Page 1 of 1

Need to Extract Hindi Text from PDF(Image) File

Posted: 2018-10-13T07:17:23-07:00
by codebox
I am Having a PDF file from which I need to extract Text in the Hindi Font Only. The PDF seems to be Image. Please Guide how to extract this in Text/Excel file.

Sample File
https://www.dropbox.com/s/kxbgp3cxb606i ... e.pdf?dl=0

Thanks

Re: Need to Extract Hindi Text from PDF(Image) File

Posted: 2018-10-13T09:00:27-07:00
by Bonzo
Have you tried dedicated OCR software?

I tried part of your first page on http://www.i2ocr.com/free-online-hindi-ocr and it was a bit slow and was not 100% correct but I would think you could edit the output. I doubt any OCR software would be 100%.

Personally unless you have hundreds to do I would type it out manually as by the time you have checked the results are correct you could have done it.

Re: Need to Extract Hindi Text from PDF(Image) File

Posted: 2018-10-13T09:53:26-07:00
by codebox
Yes I tried that, Before posting to this forum and after your reply again.
I got error as "Invalid Input Image Type"

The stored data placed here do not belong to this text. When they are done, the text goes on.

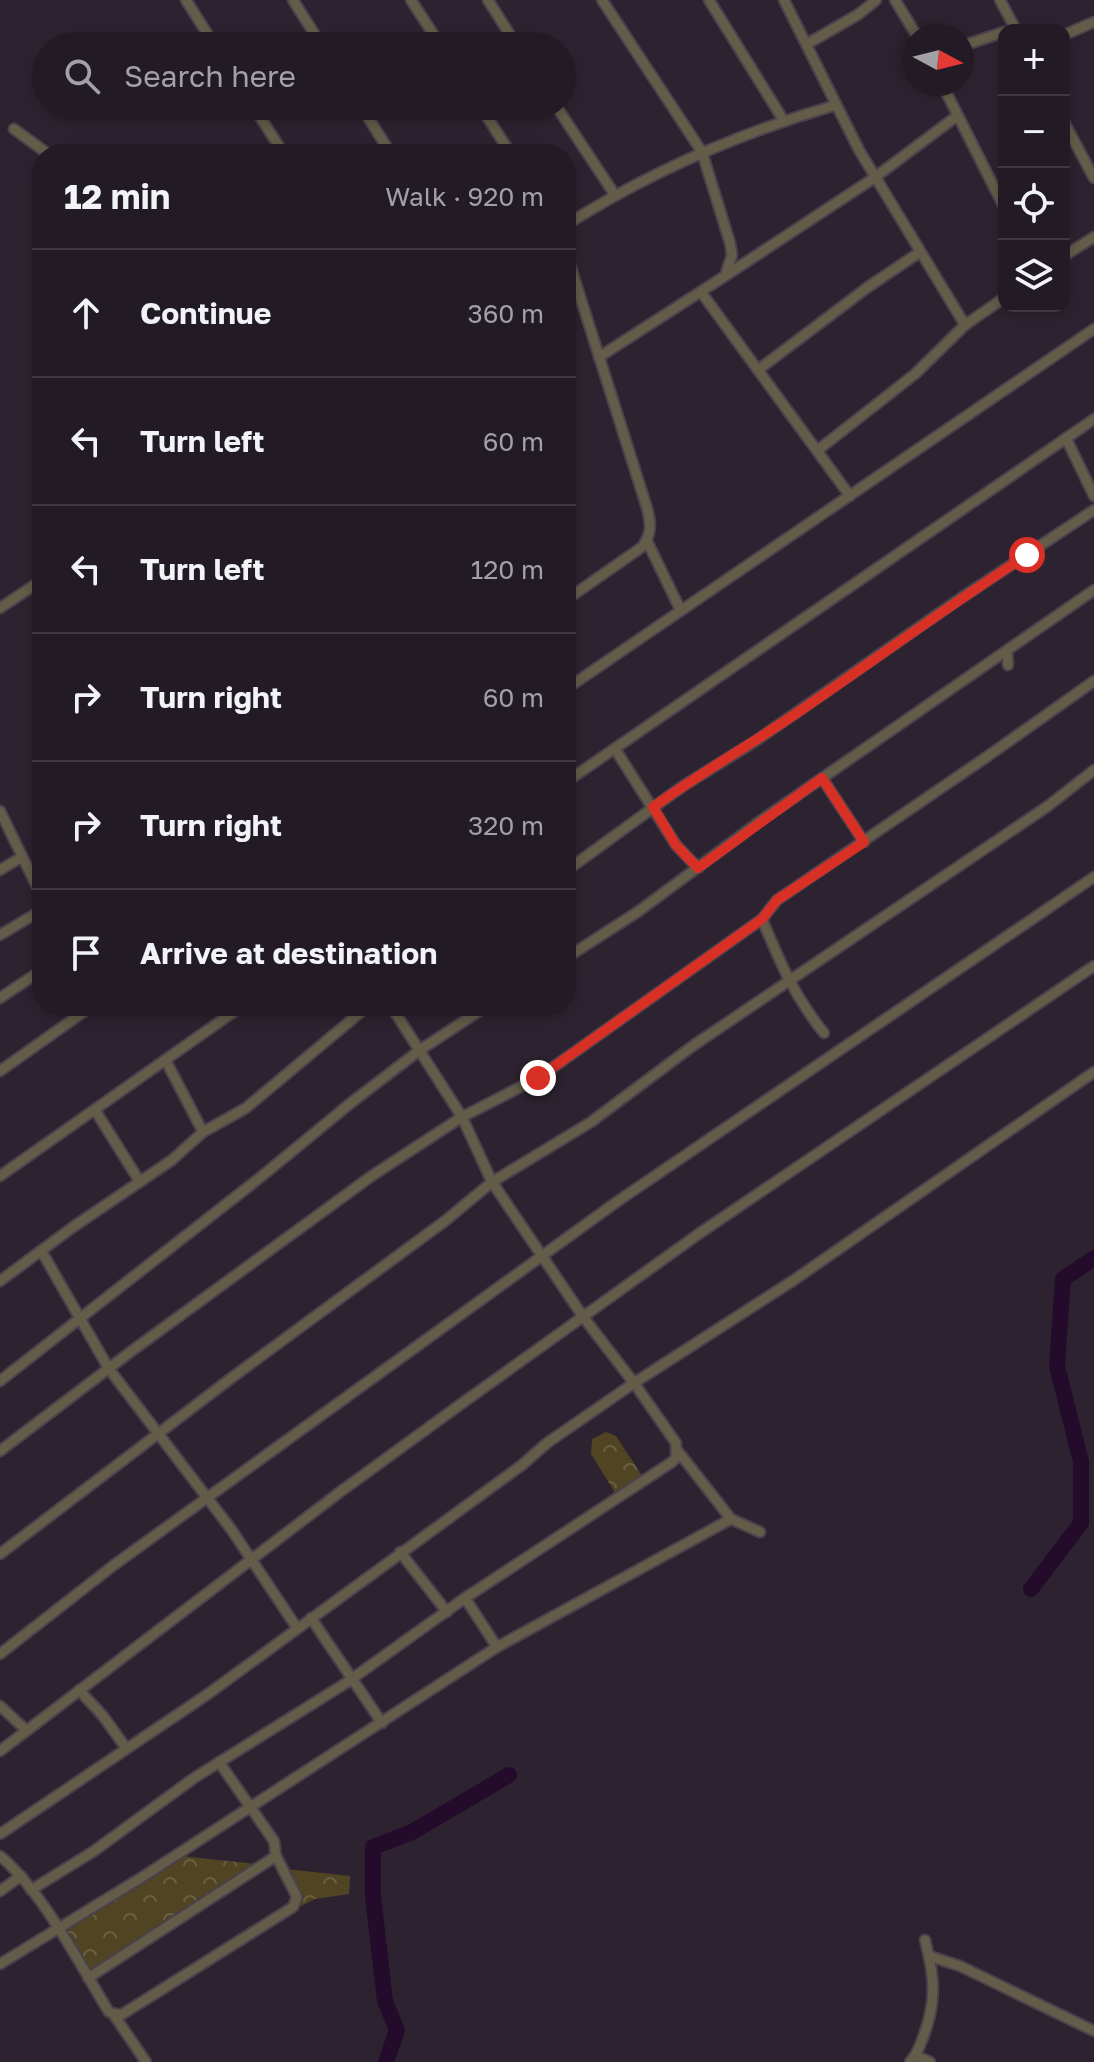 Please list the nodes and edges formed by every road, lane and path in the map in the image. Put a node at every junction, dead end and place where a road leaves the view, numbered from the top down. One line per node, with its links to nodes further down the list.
1 (186, 0): 14 (street)
2 (293, 0): 15 (street)
3 (411, 0): 16 (street)
4 (488, 0): 17 (street)
5 (602, 0): 36 (street)
6 (709, 0): 29 (street)
7 (784, 0): 21 (street)
8 (876, 0): 21 (street)
9 (895, 0): 12 (street)
10 (1000, 0): 13 (street)
11 (1094, 22): 18 (street)
12 (910, 24)
13 (1012, 24)
14 (206, 32)
15 (313, 32)
16 (432, 32)
17 (508, 32)
18 (1070, 32)
19 (998, 34): 20 (street)
20 (974, 41)
21 (807, 44): 23 (street)
22 (948, 96): 24 (street)
23 (836, 105): 29 (street); 37 (street)
24 (957, 116): 37 (street); 40 (street)
25 (262, 120): 33 (street)
26 (373, 120): 34 (street)
27 (489, 120): 35 (street)
28 (565, 120): 39 (street)
29 (784, 121): 36 (street)
30 (14, 129): 32 (street)
31 (1070, 133): 38 (street)
32 (34, 144)
33 (278, 144)
34 (386, 144)
35 (505, 144)
36 (702, 152): 39 (street); 45 (street)
37 (874, 178): 43 (street); 45 (street)
38 (1094, 178)
39 (615, 195): 41 (street)
40 (998, 195)
41 (576, 219)
42 (1094, 237): 44 (street)
43 (920, 252): 49 (street); 52 (street)
44 (1070, 252)
45 (725, 276): 47 (street)
46 (576, 284): 51 (street)
47 (701, 292): 51 (street); 52 (street)
48 (998, 302): 49 (street)
49 (965, 325): 55 (street)
50 (1094, 329): 56 (street)
51 (599, 357): 59 (street)
52 (758, 370): 55 (street)
53 (1094, 419): 54 (street)
54 (1066, 438): 57 (street); 69 (street)
55 (818, 450): 56 (street)
56 (850, 496): 64 (street)
57 (1094, 496)
58 (1094, 510): 73 (street)
59 (647, 541): 62 (street); 64 (street)
60 (32, 587): 63 (street)
61 (1094, 590): 65 (street)
62 (576, 593)
63 (0, 608)
64 (680, 609): 68 (street)
65 (1007, 651): 66 (street); 72 (street)
66 (1008, 665)
67 (1094, 681): 75 (street)
68 (576, 682)
69 (615, 749): 71 (street); 73 (street)
70 (1094, 770): 88 (street)
71 (576, 775)
72 (822, 778): 75 (street); 78 (street)
73 (653, 807): 77 (street); 78 (street)
74 (0, 811): 76 (street)
75 (864, 842): 83 (street)
76 (22, 857): 79 (street); 80 (street)
77 (576, 864)
78 (698, 868): 85 (street)
79 (0, 870)
80 (32, 877)
81 (1094, 877): 107 (street)
82 (32, 916): 84 (street)
83 (762, 919): 88 (street); 101 (street)
84 (0, 935)
85 (576, 952)
86 (1094, 966): 109 (street)
87 (32, 977): 89 (street)
88 (789, 983): 95 (street); 105 (street)
89 (0, 998)
90 (78, 1016): 98 (street)
91 (228, 1016): 97 (street)
92 (356, 1016): 102 (street)
93 (398, 1016): 96 (street)
94 (472, 1016): 96 (street)
95 (824, 1033)
96 (420, 1050): 101 (street); 110 (street)
97 (166, 1061): 100 (street); 102 (street)
98 (0, 1071)
99 (1094, 1072): 113 (street)
100 (95, 1110): 103 (street); 104 (street)
101 (462, 1117): 105 (street); 111 (street)
102 (203, 1132): 104 (street)
103 (0, 1176)
104 (140, 1182): 106 (street)
105 (492, 1182): 107 (street); 114 (street)
106 (42, 1252): 108 (street); 110 (street)
107 (541, 1257): 109 (street); 117 (street)
108 (0, 1281)
109 (584, 1318): 113 (street); 122 (street)
110 (79, 1319): 111 (street); 112 (street)
111 (109, 1369): 114 (street); 116 (street)
112 (0, 1381)
113 (634, 1383): 115 (street); 120 (street)
114 (159, 1434): 117 (street); 121 (street)
115 (677, 1450): 118 (street); 123 (street)
116 (0, 1451)
117 (208, 1498): 122 (street); 128 (street)
118 (731, 1519): 119 (street); 127 (street)
119 (760, 1532)
120 (400, 1552): 124 (street); 125 (street)
121 (0, 1554)
122 (253, 1559): 126 (street); 130 (street)
123 (465, 1598): 124 (street); 127 (street)
124 (447, 1612): 129 (street)
125 (311, 1618): 126 (street); 129 (street)
126 (297, 1628): 134 (street)
127 (497, 1647): 132 (street)
128 (0, 1654)
129 (352, 1678): 132 (street); 136 (street)
130 (79, 1690): 133 (street); 134 (street)
131 (0, 1706): 133 (street)
132 (382, 1723): 137 (street)
133 (26, 1730): 135 (street)
134 (126, 1748): 138 (street)
135 (0, 1751)
136 (219, 1762): 137 (street); 142 (street)
137 (251, 1808): 140 (street); 144 (street)
138 (0, 1834)
139 (0, 1856): 141 (street)
140 (276, 1856): 148 (street); 149 (street)
141 (21, 1876): 142 (street); 143 (street)
142 (31, 1890): 144 (street)
143 (0, 1891)
144 (58, 1929): 147 (street); 148 (street)
145 (925, 1940): 146 (street)
146 (929, 1956): 150 (street); 151 (street)
147 (0, 1964)
148 (88, 1978): 149 (street)
149 (114, 2015): 152 (street)
150 (1094, 2031)
151 (913, 2059): 153 (street)
152 (146, 2062)
153 (930, 2062)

I chose Input Language as "Hindi"

Thanks

Re: Need to Extract Hindi Text from PDF(Image) File

Posted: 2018-10-13T11:33:02-07:00
by Bonzo
I did not download your whole file but took a screen capture and it was saved as a png - Microsoft snipping tool

Re: Need to Extract Hindi Text from PDF(Image) File

Posted: 2018-10-13T22:56:07-07:00
by codebox
OK. Will try it using a PNG file. Thanks